◆ YOUR OBJECTIVE ◆
Give the data again in full. Keep every line the same.

*** Block opens ***

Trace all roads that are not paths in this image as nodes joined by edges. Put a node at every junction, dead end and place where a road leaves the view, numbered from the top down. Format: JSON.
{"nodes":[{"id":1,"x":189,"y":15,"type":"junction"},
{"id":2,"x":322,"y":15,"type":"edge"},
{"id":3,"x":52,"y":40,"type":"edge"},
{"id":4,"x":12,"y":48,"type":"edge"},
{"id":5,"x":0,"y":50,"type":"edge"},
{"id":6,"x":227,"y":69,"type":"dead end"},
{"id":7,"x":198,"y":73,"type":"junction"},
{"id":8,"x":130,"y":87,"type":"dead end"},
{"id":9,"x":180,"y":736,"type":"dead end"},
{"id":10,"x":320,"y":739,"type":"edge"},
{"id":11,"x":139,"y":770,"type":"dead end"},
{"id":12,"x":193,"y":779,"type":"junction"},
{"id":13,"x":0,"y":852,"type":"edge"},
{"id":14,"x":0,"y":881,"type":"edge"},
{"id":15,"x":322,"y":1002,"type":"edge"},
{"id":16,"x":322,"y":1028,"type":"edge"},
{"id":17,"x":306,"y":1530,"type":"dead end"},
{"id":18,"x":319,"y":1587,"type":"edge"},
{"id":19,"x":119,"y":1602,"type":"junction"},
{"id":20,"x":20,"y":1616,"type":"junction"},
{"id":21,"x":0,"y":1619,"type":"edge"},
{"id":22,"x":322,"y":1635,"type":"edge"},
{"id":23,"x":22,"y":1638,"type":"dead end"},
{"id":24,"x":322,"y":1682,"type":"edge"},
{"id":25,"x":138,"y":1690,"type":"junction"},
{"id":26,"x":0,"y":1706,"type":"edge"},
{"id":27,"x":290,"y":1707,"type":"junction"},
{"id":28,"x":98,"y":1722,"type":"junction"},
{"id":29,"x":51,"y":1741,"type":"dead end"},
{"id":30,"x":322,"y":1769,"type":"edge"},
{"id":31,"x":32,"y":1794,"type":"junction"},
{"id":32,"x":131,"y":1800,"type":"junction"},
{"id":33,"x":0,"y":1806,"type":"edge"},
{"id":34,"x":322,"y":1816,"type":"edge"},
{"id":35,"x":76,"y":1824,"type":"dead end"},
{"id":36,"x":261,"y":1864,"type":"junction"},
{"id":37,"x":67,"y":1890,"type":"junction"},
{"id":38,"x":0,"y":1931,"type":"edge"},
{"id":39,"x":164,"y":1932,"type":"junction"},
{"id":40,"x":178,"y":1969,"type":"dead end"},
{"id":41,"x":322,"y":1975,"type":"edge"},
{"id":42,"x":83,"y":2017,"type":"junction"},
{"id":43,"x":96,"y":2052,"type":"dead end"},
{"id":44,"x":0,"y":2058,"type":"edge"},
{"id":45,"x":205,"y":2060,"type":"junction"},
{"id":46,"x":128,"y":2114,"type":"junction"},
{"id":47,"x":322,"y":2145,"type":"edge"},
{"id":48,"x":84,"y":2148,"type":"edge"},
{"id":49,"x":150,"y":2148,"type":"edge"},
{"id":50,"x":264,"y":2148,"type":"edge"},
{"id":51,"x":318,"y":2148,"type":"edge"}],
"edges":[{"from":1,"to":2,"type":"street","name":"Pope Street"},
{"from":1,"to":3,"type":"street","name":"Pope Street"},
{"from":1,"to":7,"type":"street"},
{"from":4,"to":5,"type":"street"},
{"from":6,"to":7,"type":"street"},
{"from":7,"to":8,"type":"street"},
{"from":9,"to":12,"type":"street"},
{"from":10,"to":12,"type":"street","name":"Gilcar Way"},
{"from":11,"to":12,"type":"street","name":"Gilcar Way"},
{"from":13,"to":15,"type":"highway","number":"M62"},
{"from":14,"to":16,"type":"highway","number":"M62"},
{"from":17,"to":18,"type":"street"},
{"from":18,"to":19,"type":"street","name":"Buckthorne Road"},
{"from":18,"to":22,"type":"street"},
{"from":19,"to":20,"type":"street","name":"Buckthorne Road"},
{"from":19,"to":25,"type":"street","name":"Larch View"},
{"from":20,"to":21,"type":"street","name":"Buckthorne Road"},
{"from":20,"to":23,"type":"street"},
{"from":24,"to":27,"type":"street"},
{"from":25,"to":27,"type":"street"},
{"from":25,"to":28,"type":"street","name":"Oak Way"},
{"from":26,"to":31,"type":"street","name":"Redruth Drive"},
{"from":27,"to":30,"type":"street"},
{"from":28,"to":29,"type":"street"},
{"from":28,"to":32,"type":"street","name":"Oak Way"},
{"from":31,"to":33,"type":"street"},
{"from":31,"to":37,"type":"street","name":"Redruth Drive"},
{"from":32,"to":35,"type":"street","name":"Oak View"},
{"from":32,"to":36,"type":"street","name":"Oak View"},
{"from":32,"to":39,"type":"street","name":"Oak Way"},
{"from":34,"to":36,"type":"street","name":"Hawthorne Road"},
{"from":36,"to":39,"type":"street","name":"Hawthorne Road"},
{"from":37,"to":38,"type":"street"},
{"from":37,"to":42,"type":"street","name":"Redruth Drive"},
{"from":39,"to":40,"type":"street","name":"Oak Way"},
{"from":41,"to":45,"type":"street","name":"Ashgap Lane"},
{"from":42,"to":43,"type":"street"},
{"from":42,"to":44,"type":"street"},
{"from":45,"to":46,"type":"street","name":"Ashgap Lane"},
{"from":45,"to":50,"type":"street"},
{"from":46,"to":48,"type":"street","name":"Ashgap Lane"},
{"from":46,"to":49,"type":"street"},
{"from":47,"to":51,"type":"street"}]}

*** Block closes ***

◆ TASK ANSWER ◆
Trace all roads that are not paths in this image as nodes joined by edges. Put a node at every junction, dead end and place where a road leaves the view, numbered from the top down. Format: JSON.
{"nodes":[{"id":1,"x":189,"y":15,"type":"junction"},
{"id":2,"x":322,"y":15,"type":"edge"},
{"id":3,"x":52,"y":40,"type":"edge"},
{"id":4,"x":12,"y":48,"type":"edge"},
{"id":5,"x":0,"y":50,"type":"edge"},
{"id":6,"x":227,"y":69,"type":"dead end"},
{"id":7,"x":198,"y":73,"type":"junction"},
{"id":8,"x":130,"y":87,"type":"dead end"},
{"id":9,"x":180,"y":736,"type":"dead end"},
{"id":10,"x":320,"y":739,"type":"edge"},
{"id":11,"x":139,"y":770,"type":"dead end"},
{"id":12,"x":193,"y":779,"type":"junction"},
{"id":13,"x":0,"y":852,"type":"edge"},
{"id":14,"x":0,"y":881,"type":"edge"},
{"id":15,"x":322,"y":1002,"type":"edge"},
{"id":16,"x":322,"y":1028,"type":"edge"},
{"id":17,"x":306,"y":1530,"type":"dead end"},
{"id":18,"x":319,"y":1587,"type":"edge"},
{"id":19,"x":119,"y":1602,"type":"junction"},
{"id":20,"x":20,"y":1616,"type":"junction"},
{"id":21,"x":0,"y":1619,"type":"edge"},
{"id":22,"x":322,"y":1635,"type":"edge"},
{"id":23,"x":22,"y":1638,"type":"dead end"},
{"id":24,"x":322,"y":1682,"type":"edge"},
{"id":25,"x":138,"y":1690,"type":"junction"},
{"id":26,"x":0,"y":1706,"type":"edge"},
{"id":27,"x":290,"y":1707,"type":"junction"},
{"id":28,"x":98,"y":1722,"type":"junction"},
{"id":29,"x":51,"y":1741,"type":"dead end"},
{"id":30,"x":322,"y":1769,"type":"edge"},
{"id":31,"x":32,"y":1794,"type":"junction"},
{"id":32,"x":131,"y":1800,"type":"junction"},
{"id":33,"x":0,"y":1806,"type":"edge"},
{"id":34,"x":322,"y":1816,"type":"edge"},
{"id":35,"x":76,"y":1824,"type":"dead end"},
{"id":36,"x":261,"y":1864,"type":"junction"},
{"id":37,"x":67,"y":1890,"type":"junction"},
{"id":38,"x":0,"y":1931,"type":"edge"},
{"id":39,"x":164,"y":1932,"type":"junction"},
{"id":40,"x":178,"y":1969,"type":"dead end"},
{"id":41,"x":322,"y":1975,"type":"edge"},
{"id":42,"x":83,"y":2017,"type":"junction"},
{"id":43,"x":96,"y":2052,"type":"dead end"},
{"id":44,"x":0,"y":2058,"type":"edge"},
{"id":45,"x":205,"y":2060,"type":"junction"},
{"id":46,"x":128,"y":2114,"type":"junction"},
{"id":47,"x":322,"y":2145,"type":"edge"},
{"id":48,"x":84,"y":2148,"type":"edge"},
{"id":49,"x":150,"y":2148,"type":"edge"},
{"id":50,"x":264,"y":2148,"type":"edge"},
{"id":51,"x":318,"y":2148,"type":"edge"}],
"edges":[{"from":1,"to":2,"type":"street","name":"Pope Street"},
{"from":1,"to":3,"type":"street","name":"Pope Street"},
{"from":1,"to":7,"type":"street"},
{"from":4,"to":5,"type":"street"},
{"from":6,"to":7,"type":"street"},
{"from":7,"to":8,"type":"street"},
{"from":9,"to":12,"type":"street"},
{"from":10,"to":12,"type":"street","name":"Gilcar Way"},
{"from":11,"to":12,"type":"street","name":"Gilcar Way"},
{"from":13,"to":15,"type":"highway","number":"M62"},
{"from":14,"to":16,"type":"highway","number":"M62"},
{"from":17,"to":18,"type":"street"},
{"from":18,"to":19,"type":"street","name":"Buckthorne Road"},
{"from":18,"to":22,"type":"street"},
{"from":19,"to":20,"type":"street","name":"Buckthorne Road"},
{"from":19,"to":25,"type":"street","name":"Larch View"},
{"from":20,"to":21,"type":"street","name":"Buckthorne Road"},
{"from":20,"to":23,"type":"street"},
{"from":24,"to":27,"type":"street"},
{"from":25,"to":27,"type":"street"},
{"from":25,"to":28,"type":"street","name":"Oak Way"},
{"from":26,"to":31,"type":"street","name":"Redruth Drive"},
{"from":27,"to":30,"type":"street"},
{"from":28,"to":29,"type":"street"},
{"from":28,"to":32,"type":"street","name":"Oak Way"},
{"from":31,"to":33,"type":"street"},
{"from":31,"to":37,"type":"street","name":"Redruth Drive"},
{"from":32,"to":35,"type":"street","name":"Oak View"},
{"from":32,"to":36,"type":"street","name":"Oak View"},
{"from":32,"to":39,"type":"street","name":"Oak Way"},
{"from":34,"to":36,"type":"street","name":"Hawthorne Road"},
{"from":36,"to":39,"type":"street","name":"Hawthorne Road"},
{"from":37,"to":38,"type":"street"},
{"from":37,"to":42,"type":"street","name":"Redruth Drive"},
{"from":39,"to":40,"type":"street","name":"Oak Way"},
{"from":41,"to":45,"type":"street","name":"Ashgap Lane"},
{"from":42,"to":43,"type":"street"},
{"from":42,"to":44,"type":"street"},
{"from":45,"to":46,"type":"street","name":"Ashgap Lane"},
{"from":45,"to":50,"type":"street"},
{"from":46,"to":48,"type":"street","name":"Ashgap Lane"},
{"from":46,"to":49,"type":"street"},
{"from":47,"to":51,"type":"street"}]}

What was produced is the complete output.